Pilate asked Jesus, he asks us, "What is truth?"

I think the answer is that finding truth is our life. From our mothers' wombs we came into this world without a clue. From our mothers and fathers we learned that it's good to put soup on the stove, but it's not good to put your hand there. We learned about Thomas from our Sunday school teachers. We learned to read from our earliest school teachers, we learned to challenge what we read from later teachers. We discover the wonders of the world around us, not just things under a microscope or through a telescope, but the magic of our relationships with our families, with our work, with our life partners. From the day we are born to the day we die, we stumble ever toward the truth.

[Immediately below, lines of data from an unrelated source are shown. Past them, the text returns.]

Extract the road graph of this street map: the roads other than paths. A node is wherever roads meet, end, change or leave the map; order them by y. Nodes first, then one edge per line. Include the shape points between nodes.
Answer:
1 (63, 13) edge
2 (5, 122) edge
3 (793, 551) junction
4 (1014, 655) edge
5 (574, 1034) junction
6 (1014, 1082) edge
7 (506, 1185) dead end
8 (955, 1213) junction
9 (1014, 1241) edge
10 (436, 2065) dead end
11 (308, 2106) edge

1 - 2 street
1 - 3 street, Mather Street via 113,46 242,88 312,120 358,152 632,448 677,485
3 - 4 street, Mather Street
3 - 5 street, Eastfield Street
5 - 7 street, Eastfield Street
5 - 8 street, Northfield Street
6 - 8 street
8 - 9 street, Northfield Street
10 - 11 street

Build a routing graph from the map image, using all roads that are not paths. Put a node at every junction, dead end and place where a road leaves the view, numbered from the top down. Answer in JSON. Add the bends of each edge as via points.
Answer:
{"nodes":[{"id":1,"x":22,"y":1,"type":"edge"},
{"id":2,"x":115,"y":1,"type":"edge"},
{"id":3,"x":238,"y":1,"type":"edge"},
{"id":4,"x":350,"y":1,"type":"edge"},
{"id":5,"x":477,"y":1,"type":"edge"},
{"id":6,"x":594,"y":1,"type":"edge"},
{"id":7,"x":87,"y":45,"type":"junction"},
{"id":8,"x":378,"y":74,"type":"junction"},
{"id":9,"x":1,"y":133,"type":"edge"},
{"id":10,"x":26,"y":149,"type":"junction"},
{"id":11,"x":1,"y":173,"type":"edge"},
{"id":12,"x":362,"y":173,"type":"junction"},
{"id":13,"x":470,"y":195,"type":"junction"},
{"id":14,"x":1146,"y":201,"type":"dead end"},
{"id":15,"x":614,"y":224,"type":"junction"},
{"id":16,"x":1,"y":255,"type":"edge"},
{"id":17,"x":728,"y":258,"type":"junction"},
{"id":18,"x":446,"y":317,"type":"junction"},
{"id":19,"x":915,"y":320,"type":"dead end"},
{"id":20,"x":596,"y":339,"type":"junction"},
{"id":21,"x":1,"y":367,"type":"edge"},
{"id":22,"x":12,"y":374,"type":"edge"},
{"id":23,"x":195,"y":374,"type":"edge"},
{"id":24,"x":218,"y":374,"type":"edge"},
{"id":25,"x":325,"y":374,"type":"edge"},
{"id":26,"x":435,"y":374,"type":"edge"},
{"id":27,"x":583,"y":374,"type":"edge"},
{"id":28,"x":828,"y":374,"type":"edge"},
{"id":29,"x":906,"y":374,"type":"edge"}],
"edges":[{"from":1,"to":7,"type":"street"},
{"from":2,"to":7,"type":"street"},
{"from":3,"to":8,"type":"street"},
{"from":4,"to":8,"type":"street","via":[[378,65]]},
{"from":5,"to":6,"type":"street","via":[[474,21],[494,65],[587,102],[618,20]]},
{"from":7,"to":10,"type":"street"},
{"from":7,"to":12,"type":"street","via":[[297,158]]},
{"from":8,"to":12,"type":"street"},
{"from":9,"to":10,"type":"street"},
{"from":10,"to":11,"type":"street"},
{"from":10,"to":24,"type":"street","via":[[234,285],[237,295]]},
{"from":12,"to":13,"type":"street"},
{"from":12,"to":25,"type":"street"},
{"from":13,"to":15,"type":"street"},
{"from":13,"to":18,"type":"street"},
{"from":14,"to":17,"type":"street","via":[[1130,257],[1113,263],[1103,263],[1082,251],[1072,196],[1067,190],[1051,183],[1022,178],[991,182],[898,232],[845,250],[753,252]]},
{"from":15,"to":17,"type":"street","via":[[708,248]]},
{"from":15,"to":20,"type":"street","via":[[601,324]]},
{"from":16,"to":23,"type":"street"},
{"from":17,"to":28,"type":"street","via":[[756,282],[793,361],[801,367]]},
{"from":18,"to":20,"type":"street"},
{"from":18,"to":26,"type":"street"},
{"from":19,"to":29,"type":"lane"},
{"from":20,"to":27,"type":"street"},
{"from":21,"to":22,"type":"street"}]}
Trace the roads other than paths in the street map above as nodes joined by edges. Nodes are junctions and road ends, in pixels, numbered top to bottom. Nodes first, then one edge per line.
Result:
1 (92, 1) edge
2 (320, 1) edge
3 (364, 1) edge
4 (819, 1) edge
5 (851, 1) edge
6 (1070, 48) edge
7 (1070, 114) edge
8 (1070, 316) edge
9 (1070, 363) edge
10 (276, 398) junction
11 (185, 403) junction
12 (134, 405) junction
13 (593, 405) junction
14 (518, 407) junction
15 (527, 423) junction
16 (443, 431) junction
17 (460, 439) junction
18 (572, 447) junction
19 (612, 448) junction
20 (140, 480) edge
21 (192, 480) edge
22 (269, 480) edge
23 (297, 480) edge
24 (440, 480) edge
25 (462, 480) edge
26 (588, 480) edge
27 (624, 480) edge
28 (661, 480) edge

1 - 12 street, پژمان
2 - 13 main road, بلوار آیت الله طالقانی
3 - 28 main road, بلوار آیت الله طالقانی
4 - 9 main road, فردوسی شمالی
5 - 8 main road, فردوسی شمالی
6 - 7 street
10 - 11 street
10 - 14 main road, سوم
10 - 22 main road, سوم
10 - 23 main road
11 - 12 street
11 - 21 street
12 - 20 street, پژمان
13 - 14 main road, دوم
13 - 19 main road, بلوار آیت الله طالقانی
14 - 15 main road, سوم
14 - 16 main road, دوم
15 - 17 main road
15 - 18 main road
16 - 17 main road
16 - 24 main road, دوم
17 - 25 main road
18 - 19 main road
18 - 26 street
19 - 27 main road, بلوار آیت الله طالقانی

Through it all, we have Pilate gaoding us, "What is truth?". Through it all, we follow Thomas. We hear something and, like Thomas, say, "I don't think so!" And then we look again, or someone hands us another fact, and like Thomas, we say Aha! I get it now! We hear of the resurrection, and we want a connection to the facts that we can cling to. We so badly want to see the wounds on the broken human body of our God. We so want to know the exact date and hour, to find that house with an upper room. But somewhere, somehow, we get it. With Thomas we say, "My Lord and my God!" Scripture has an exclamation mark after that. After the tomb is thrown open, standing among the lilies, we too put an exclamation point on it. We get it. My Lord and my God!

That is truth.

This is what we call Good News. This is the Gospel of the Lord. Amen.